The market dominance of Apple's iTunes Music Store and iPods, which helped spawn the podcast movement, also was key.
"Our students are digital natives. We seek to meet our students where they are, and iTunes is the interface that most of our students are already familiar with," Politte said.
Apple's free, hosted service offers universities a customized version of the iTunes software, allowing schools to post podcasts, audio books or video content on their iTunes-affiliated Web sites. The iTunes-based material would be accessible on Windows-based or Apple Macintosh computers and transferable to portable devices, including Apple's iPods.
The service lets institutions choose the audio and video formats they want in producing the content. Universities can also control how they want to limit access to the online materials to restricted groups or open to the public.
For instance, Stanford University, which joined the pilot program last fall, gives the public free access to not only some lectures but also audio broadcasts of sporting events through its iTunes-affiliated site.
Universities can also choose to let students, and not just faculty, upload material to the site. The University of Missouri, for instance, is using iTunes U as a communication vehicle, letting students post their work on the site for quick feedback from professors, Politte said.
Schools and universities have historically been major contributors to Apple's computer sales.
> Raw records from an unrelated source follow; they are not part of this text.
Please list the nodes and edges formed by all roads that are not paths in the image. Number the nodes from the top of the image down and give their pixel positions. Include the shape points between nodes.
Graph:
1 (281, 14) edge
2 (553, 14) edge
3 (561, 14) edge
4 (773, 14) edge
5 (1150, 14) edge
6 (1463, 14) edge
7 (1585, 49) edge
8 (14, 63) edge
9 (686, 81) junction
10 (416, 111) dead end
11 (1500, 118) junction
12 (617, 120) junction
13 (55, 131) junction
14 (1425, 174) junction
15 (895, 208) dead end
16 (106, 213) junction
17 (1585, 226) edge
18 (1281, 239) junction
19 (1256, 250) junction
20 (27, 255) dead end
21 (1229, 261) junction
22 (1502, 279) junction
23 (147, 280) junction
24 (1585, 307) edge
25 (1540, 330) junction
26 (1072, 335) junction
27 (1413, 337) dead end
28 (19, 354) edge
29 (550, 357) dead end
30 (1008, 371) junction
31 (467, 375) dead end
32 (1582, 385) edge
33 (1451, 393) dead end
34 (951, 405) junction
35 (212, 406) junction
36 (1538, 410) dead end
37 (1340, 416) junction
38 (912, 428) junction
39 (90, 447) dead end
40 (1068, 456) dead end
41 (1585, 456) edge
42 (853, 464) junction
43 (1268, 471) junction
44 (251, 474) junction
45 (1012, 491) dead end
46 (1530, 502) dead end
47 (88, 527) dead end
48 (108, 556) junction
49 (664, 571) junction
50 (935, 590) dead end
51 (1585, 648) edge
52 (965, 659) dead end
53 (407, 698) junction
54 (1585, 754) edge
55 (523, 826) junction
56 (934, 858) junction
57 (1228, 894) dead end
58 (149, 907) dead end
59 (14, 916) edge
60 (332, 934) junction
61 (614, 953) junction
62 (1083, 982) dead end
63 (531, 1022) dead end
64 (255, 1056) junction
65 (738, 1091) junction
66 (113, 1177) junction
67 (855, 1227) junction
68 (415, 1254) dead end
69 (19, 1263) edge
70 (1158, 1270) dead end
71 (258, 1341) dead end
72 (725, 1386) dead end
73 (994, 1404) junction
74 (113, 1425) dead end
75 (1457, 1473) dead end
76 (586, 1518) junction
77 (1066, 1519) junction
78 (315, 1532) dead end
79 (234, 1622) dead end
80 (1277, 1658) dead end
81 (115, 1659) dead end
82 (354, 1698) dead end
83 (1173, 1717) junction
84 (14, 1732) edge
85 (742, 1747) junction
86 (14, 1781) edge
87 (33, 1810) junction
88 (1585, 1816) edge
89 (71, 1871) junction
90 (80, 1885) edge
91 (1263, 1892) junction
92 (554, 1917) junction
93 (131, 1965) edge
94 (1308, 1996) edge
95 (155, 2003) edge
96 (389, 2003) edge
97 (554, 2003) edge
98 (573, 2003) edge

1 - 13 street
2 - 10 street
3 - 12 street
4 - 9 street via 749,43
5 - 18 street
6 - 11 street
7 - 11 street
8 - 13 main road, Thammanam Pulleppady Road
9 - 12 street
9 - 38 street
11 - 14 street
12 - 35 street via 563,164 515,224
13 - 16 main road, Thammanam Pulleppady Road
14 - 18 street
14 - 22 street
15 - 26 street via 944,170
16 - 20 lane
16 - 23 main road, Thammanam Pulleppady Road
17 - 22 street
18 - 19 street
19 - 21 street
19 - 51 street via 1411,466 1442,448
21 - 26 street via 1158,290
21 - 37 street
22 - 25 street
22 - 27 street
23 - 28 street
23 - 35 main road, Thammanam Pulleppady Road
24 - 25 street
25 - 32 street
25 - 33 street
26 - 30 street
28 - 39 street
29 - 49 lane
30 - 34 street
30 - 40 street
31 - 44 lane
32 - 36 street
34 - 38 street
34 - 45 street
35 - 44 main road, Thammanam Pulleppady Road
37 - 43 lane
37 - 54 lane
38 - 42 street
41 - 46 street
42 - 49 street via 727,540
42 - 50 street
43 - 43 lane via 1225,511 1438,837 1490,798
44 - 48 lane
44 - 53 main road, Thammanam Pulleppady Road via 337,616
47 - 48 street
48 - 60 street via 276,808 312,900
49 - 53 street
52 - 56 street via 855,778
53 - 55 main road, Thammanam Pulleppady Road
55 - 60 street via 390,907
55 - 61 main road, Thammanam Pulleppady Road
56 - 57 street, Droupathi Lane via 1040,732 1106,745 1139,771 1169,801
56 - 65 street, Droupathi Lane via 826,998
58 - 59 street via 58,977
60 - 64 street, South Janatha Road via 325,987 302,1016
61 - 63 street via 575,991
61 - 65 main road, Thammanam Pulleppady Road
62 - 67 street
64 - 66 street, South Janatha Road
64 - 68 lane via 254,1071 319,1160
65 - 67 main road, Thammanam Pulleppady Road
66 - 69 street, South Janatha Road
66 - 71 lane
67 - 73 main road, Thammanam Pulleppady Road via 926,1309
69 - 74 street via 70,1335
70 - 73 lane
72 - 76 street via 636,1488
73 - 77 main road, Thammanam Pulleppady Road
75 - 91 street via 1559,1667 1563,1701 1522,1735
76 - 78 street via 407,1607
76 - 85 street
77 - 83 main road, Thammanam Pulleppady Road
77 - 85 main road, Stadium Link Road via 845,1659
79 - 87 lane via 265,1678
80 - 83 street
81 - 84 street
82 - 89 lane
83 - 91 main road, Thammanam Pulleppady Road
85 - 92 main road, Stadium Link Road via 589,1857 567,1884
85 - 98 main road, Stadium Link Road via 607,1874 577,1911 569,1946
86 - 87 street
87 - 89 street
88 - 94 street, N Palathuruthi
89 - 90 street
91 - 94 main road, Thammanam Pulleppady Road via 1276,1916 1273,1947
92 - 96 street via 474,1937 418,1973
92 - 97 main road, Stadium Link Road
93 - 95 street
Now with the free iTunes U service, Apple "is leveraging the ubiquity that we've established on campuses with iPods and iTunes," said Chris Bell, Apple's director of product marketing for iTunes.
The service could make students regular, if not daily, visitors to iTunes. Click once on a lecture and the digital audio file will show up on the student's iTunes jukebox library, ready for playback on an iPod or a computer.
And it only takes a slight movement of the mouse to go from a university's section of iTunes to a link to the commercial site, where songs are sold for 99 cents apiece, and TV shows and music videos are sold for $1.99 each.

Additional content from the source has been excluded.